◆ **What you will do**
Among the records, find the lines that hold the string "Paul" and return them.

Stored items
- Opening Delimiter -

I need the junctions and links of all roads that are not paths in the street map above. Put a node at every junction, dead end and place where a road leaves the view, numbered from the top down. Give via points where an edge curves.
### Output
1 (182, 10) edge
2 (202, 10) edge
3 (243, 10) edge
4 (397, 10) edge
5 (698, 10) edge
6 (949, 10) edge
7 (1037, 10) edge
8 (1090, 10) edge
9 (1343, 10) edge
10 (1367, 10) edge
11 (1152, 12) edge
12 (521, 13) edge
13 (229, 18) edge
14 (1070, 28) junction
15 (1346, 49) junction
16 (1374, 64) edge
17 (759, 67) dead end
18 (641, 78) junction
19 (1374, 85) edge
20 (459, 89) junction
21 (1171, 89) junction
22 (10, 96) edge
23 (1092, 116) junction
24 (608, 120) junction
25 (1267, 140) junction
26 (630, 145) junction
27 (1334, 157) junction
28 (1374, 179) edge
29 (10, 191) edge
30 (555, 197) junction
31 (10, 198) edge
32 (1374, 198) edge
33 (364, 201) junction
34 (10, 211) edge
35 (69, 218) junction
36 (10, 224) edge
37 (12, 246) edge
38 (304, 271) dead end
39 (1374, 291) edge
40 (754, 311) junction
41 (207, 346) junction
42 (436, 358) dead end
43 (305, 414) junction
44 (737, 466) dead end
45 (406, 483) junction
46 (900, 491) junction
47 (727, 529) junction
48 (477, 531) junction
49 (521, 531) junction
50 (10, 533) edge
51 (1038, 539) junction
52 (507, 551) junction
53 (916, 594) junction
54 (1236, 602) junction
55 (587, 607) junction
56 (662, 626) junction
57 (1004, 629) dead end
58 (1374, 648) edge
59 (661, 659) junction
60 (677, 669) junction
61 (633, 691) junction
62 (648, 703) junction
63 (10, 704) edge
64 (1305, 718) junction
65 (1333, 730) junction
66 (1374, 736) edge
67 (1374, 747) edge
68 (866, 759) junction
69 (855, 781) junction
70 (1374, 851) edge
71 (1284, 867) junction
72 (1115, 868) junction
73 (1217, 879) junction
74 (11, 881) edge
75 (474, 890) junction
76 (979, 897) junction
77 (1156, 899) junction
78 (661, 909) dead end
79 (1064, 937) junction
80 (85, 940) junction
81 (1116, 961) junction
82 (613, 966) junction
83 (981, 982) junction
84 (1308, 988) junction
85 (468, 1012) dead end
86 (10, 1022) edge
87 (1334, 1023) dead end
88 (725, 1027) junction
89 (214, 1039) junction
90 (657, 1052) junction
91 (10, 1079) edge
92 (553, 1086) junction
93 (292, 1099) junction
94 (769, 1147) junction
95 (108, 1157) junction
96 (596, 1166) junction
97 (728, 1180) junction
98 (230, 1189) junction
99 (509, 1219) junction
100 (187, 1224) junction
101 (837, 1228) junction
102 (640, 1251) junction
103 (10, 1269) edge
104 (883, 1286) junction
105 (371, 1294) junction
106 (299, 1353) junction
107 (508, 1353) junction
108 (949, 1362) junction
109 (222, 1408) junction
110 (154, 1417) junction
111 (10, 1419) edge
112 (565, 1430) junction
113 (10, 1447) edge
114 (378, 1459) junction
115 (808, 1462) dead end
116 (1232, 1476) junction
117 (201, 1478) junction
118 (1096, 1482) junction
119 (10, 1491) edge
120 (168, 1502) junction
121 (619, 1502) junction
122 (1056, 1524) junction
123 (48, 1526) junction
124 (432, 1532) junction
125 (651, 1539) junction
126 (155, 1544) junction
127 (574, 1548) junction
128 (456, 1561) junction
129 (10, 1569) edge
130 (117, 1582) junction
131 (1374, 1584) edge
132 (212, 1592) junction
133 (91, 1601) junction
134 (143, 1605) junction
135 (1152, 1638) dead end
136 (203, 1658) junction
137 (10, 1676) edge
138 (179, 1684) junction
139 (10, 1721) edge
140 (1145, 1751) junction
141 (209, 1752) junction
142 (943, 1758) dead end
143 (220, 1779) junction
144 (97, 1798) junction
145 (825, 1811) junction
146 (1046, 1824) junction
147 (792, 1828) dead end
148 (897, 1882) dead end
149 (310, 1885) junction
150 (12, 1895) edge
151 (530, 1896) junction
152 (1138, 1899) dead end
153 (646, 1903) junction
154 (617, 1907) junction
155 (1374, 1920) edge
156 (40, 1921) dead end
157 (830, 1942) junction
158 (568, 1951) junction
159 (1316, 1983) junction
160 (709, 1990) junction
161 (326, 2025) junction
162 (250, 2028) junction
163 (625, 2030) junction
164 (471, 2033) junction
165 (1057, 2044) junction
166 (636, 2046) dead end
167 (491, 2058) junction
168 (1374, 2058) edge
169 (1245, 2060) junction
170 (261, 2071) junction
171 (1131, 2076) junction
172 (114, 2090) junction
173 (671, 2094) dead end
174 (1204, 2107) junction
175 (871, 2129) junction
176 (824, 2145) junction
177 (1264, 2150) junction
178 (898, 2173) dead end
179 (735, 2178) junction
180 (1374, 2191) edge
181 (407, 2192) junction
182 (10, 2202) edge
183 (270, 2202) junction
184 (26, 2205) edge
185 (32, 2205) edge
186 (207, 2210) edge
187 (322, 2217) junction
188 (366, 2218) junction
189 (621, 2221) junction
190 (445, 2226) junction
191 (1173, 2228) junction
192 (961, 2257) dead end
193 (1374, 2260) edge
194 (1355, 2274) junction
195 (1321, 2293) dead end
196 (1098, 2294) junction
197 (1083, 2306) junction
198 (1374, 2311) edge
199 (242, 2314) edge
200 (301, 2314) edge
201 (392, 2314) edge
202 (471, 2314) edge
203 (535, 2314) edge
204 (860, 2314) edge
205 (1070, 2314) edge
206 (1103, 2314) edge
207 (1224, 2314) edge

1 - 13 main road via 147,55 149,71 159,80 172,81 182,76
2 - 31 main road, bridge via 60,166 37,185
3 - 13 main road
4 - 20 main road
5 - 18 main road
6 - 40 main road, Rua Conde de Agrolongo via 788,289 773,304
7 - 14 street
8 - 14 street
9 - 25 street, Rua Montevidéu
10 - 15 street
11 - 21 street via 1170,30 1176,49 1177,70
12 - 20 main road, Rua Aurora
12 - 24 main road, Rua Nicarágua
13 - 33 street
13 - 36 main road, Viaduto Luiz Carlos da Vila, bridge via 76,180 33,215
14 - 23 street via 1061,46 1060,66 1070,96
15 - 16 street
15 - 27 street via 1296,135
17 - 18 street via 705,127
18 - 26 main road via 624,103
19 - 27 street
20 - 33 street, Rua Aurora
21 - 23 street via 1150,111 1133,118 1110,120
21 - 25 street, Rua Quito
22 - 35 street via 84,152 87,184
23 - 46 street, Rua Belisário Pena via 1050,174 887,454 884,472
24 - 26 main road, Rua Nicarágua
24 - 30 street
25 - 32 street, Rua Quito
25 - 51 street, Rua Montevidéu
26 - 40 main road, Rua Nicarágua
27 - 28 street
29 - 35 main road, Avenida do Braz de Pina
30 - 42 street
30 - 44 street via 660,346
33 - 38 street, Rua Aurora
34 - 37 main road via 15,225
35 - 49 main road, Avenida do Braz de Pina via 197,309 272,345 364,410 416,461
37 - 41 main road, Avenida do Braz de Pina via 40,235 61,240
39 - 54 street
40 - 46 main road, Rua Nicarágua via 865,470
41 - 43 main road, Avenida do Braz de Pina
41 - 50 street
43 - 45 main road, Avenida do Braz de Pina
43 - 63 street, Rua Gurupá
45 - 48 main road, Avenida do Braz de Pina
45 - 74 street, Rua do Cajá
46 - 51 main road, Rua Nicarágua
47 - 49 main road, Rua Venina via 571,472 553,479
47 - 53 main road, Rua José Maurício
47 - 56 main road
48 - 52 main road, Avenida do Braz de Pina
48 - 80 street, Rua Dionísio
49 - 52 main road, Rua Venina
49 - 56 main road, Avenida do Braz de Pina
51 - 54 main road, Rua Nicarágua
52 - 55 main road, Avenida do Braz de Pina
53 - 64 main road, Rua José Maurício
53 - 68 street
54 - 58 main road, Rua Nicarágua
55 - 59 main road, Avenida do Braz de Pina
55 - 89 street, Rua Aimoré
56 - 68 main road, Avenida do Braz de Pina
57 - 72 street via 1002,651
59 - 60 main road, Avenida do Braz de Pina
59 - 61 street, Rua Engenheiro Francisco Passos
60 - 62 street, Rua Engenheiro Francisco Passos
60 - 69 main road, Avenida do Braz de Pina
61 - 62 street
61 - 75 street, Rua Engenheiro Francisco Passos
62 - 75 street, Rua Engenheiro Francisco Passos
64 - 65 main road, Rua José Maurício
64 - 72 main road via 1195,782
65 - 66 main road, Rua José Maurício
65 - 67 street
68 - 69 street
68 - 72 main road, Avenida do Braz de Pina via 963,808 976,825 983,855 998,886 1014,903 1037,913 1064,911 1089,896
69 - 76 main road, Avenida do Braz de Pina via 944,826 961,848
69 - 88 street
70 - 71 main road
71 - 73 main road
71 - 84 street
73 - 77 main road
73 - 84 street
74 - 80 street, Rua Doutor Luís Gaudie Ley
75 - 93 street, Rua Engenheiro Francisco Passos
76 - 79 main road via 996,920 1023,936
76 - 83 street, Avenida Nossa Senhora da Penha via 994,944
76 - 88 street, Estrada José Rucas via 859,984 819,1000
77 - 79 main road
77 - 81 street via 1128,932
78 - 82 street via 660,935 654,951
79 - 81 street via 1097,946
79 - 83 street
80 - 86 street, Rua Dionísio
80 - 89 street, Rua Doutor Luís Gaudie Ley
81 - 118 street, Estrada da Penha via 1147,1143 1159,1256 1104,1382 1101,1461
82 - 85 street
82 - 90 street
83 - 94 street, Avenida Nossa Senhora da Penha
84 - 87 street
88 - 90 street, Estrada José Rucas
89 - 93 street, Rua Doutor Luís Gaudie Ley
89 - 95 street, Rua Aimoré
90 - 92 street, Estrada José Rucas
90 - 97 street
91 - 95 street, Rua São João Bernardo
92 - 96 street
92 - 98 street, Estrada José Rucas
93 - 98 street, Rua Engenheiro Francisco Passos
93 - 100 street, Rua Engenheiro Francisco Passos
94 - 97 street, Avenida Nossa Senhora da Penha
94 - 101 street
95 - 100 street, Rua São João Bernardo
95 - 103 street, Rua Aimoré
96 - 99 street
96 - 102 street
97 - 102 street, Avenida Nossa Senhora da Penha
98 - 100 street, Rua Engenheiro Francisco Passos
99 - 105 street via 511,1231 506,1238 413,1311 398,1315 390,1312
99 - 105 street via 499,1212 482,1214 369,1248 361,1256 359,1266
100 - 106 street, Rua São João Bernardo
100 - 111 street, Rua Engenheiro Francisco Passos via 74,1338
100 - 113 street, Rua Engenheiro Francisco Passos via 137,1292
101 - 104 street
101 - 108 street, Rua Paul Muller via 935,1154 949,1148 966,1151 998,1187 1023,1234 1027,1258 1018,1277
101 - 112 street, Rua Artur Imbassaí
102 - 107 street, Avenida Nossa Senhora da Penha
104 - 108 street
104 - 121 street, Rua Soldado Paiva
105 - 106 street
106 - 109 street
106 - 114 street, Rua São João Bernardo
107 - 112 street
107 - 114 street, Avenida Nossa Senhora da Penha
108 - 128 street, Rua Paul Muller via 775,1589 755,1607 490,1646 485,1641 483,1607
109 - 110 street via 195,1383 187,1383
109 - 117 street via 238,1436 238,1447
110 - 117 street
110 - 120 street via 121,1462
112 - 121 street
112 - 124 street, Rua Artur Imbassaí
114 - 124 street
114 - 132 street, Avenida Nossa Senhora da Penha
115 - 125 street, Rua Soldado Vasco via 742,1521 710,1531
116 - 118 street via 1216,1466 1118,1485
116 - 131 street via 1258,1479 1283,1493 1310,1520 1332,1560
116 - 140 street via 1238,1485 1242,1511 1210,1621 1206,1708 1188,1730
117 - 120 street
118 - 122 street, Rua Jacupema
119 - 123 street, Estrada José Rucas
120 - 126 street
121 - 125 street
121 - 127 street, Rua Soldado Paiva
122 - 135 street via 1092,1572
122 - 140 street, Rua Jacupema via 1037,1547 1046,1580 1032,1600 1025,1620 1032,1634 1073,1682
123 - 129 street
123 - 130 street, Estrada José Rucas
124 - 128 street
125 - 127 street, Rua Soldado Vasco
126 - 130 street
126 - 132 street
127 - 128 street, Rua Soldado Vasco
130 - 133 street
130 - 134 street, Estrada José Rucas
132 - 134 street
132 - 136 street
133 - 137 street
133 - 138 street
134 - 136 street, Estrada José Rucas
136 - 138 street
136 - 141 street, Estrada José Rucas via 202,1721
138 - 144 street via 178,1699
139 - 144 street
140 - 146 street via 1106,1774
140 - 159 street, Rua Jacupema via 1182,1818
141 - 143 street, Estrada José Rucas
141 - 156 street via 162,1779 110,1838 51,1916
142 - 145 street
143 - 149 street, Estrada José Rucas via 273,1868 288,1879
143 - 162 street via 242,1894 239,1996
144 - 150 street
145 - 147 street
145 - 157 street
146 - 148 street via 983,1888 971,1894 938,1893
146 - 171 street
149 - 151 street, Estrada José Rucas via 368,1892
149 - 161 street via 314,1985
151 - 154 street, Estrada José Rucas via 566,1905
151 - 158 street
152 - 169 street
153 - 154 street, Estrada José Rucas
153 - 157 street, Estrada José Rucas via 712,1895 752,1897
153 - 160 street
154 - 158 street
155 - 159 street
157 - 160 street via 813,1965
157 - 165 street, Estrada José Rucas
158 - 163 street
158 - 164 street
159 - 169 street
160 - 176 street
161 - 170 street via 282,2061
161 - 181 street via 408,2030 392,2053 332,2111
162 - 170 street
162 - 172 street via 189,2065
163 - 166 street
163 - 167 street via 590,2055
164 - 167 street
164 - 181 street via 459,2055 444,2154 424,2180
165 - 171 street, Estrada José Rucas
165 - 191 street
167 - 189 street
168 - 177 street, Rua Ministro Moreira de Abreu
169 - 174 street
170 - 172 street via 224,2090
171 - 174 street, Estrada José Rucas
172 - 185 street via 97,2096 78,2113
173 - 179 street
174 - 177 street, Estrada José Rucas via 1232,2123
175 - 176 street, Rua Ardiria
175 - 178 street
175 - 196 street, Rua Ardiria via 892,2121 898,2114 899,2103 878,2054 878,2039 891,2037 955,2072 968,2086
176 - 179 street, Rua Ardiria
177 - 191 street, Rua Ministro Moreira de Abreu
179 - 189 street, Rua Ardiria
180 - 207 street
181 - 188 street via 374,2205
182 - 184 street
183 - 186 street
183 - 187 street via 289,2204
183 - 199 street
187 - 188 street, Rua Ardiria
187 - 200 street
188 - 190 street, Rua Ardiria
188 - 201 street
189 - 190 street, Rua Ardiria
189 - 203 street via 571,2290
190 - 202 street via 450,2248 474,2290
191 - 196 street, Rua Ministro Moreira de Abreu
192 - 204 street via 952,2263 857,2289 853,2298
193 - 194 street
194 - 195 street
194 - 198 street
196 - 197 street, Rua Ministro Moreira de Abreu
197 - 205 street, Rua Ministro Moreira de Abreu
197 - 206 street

- Closing Delimiter -

◆ **Expected answer**
101 - 108 street, Rua Paul Muller via 935,1154 949,1148 966,1151 998,1187 1023,1234 1027,1258 1018,1277
108 - 128 street, Rua Paul Muller via 775,1589 755,1607 490,1646 485,1641 483,1607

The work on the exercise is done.